German stocks advanced for a fourth day, extending a five-year high, as U.S. payrolls increased more than forecast in February, leading to an unexpected drop in the unemployment rate in the world’s largest economy.
Infineon Technologies AG climbed 5.6 percent after Texas Instruments Inc. raised the lower end of its forecasts for first-quarter sales and profit. Merck KGaA jumped to its highest price ever after Independent Research GmbH upgraded the shares. ElringKlinger AG fell the most in more than four years.
The DAX Index rose 0.6 percent to 7,986.47 at the close of trading in Frankfurt. The benchmark gauge rallied 3.6 percent this week -- reaching its highest level since December 2007 -- on optimism central banks around the world will continue to support economic growth. The broader HDAX Index gained 0.5 percent today.
“It seems like almost nothing can frighten investors for the time being,” Roger Peeters, chief executive officer at Close Brothers Seydler Research in Frankfurt, wrote in an e-mail. “The liquidity pressure is still strong enough to bring the markets to new spheres this morning.”

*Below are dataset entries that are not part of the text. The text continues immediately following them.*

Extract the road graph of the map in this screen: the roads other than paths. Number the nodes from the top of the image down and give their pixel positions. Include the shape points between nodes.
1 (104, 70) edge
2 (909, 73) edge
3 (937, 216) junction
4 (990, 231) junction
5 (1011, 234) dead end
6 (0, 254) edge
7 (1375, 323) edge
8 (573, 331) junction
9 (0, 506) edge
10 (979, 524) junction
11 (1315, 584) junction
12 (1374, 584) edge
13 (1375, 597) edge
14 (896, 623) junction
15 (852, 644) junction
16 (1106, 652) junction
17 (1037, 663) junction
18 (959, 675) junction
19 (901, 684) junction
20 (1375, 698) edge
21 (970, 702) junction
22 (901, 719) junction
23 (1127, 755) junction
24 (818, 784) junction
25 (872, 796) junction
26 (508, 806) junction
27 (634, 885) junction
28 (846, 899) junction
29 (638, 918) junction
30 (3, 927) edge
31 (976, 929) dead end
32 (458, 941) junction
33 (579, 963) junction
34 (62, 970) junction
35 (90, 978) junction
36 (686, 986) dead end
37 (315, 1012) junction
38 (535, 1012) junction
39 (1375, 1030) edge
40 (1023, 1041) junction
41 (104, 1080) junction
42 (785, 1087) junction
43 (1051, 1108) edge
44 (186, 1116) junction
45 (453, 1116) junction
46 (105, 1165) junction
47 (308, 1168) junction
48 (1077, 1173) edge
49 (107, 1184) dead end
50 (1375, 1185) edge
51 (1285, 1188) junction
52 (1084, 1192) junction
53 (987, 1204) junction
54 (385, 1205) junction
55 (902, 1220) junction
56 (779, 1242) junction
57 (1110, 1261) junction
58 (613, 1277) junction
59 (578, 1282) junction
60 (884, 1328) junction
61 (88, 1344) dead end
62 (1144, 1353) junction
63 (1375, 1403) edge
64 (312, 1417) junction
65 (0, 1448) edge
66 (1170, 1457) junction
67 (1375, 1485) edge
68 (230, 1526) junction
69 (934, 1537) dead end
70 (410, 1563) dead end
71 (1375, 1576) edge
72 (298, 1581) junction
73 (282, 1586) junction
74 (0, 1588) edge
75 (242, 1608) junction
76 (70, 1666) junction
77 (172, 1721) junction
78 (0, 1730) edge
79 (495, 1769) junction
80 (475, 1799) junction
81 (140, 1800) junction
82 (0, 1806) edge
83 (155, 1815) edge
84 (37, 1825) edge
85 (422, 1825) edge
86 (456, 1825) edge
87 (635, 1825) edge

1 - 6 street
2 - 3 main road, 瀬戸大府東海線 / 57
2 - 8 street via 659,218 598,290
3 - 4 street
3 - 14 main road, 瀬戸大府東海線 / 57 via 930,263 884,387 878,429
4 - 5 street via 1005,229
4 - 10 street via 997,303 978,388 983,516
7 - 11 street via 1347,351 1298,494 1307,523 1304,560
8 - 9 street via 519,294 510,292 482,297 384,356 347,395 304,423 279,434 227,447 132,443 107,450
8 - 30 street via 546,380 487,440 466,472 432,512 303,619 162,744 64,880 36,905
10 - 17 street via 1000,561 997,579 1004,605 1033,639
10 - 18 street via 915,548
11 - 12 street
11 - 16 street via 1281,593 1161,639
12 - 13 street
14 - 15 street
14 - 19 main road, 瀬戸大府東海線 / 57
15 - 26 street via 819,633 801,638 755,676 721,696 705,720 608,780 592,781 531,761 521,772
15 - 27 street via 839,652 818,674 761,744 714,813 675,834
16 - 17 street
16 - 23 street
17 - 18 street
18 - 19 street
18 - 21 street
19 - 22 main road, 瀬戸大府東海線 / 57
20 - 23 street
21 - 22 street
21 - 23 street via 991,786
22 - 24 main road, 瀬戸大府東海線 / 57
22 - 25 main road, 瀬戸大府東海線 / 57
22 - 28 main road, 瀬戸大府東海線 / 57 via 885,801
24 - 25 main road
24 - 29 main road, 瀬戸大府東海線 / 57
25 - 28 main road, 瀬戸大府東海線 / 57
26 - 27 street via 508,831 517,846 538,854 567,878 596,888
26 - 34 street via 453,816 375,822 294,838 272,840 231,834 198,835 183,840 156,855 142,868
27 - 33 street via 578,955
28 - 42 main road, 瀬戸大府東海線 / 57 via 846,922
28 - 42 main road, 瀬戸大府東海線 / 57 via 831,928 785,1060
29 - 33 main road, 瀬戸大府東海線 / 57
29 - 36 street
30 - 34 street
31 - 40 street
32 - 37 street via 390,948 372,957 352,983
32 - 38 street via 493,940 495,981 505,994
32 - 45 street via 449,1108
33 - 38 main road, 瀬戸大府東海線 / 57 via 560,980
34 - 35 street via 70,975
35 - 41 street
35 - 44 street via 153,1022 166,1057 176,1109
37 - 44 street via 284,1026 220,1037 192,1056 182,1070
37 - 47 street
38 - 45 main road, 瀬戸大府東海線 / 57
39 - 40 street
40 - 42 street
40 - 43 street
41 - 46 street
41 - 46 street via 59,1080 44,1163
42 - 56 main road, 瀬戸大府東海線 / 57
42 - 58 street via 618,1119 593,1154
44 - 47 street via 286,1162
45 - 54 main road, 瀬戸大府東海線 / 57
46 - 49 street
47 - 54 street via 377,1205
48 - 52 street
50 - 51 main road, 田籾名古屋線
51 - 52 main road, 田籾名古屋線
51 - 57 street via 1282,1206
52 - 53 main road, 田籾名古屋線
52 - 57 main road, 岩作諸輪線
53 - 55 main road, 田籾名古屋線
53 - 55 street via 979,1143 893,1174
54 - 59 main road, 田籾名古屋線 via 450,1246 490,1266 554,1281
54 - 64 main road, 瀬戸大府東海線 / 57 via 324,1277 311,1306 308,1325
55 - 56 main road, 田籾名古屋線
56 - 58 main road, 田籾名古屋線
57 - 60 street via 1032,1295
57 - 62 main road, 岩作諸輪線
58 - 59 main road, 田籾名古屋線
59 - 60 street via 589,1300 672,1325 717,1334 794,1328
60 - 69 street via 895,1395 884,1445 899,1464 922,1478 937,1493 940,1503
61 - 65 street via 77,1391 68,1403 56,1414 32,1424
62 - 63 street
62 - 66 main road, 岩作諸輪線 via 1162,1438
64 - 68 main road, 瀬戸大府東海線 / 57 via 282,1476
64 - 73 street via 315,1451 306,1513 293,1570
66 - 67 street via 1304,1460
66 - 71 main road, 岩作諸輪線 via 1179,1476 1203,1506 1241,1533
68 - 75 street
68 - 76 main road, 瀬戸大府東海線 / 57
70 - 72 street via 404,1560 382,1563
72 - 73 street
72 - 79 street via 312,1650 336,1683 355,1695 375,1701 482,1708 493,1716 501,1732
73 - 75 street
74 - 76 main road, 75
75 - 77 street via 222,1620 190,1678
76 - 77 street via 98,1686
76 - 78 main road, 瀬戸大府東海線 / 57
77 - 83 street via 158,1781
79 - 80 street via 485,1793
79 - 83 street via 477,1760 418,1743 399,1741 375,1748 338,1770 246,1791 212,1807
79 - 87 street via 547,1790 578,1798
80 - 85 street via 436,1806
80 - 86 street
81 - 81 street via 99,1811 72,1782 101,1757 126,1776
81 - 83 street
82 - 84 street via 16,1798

The volume of shares changing hands on the DAX was 3 percent higher than the average of the last 30 days, data compiled by Bloomberg show.
U.S. payrolls increased more than forecast in February and the jobless rate unexpectedly fell to a four-year low of 7.7 percent, data showed today.
Employment rose 236,000 last month after a revised 119,000 gain in January that was smaller than first estimated, Labor Department figures showed. The median forecast of 90 economists surveyed by Bloomberg projected an advance of 165,000. The jobless rate dropped from 7.9 percent.
In Japan, gross domestic product rose an annualized 0.2 percent in the fourth quarter, the Cabinet Office said in Tokyo. That compares with a preliminary calculation of a 0.4 percent contraction.
In China, exports rose 22 percent in February from a year earlier, the customs administration said. That beat the 8.1 percent median estimate in a Bloomberg News survey.
German industrial production unexpectedly stagnated in January, a report showed today. Production was unchanged from December, when it increased a revised 0.6 percent, the Economy Ministry in Berlin said. Economists in a Bloomberg survey had forecast a 0.4 percent gain for January.
Infineon Technologies, Europe’s second-biggest semiconductor maker, gained 5.6 percent to 6.85 euros after Texas Instruments, the world’s largest analog-chip maker, raised its forecasts.
Commerzbank AG said it is the right time to buy Infineon shares as investors underestimate growth in auto, mobile-devices and computing segments.
Merck KGaA, the maker of the cancer drug Erbitux, advanced 1.9 percent to 114.35 euros as Independent Research upgraded the shares to hold from sell. A close at this price would be the highest for the stock since Merck sold shares to the public in 1995.
Commerzbank and Deutsche Bank AG, Germany’s two biggest lenders, added 2.1 percent to 1.45 euros and 1.8 percent to 34.58 euros respectively as a gauge of banking stocks climbed the most among the 19 industry groups in the Stoxx Europe 600 Index, rising 2.6 percent.
ElringKlinger tumbled 14 percent to 24.13 euros after the auto-parts maker said fourth-quarter net income fell to 13.2 million euros. The company will publish the full results March 28.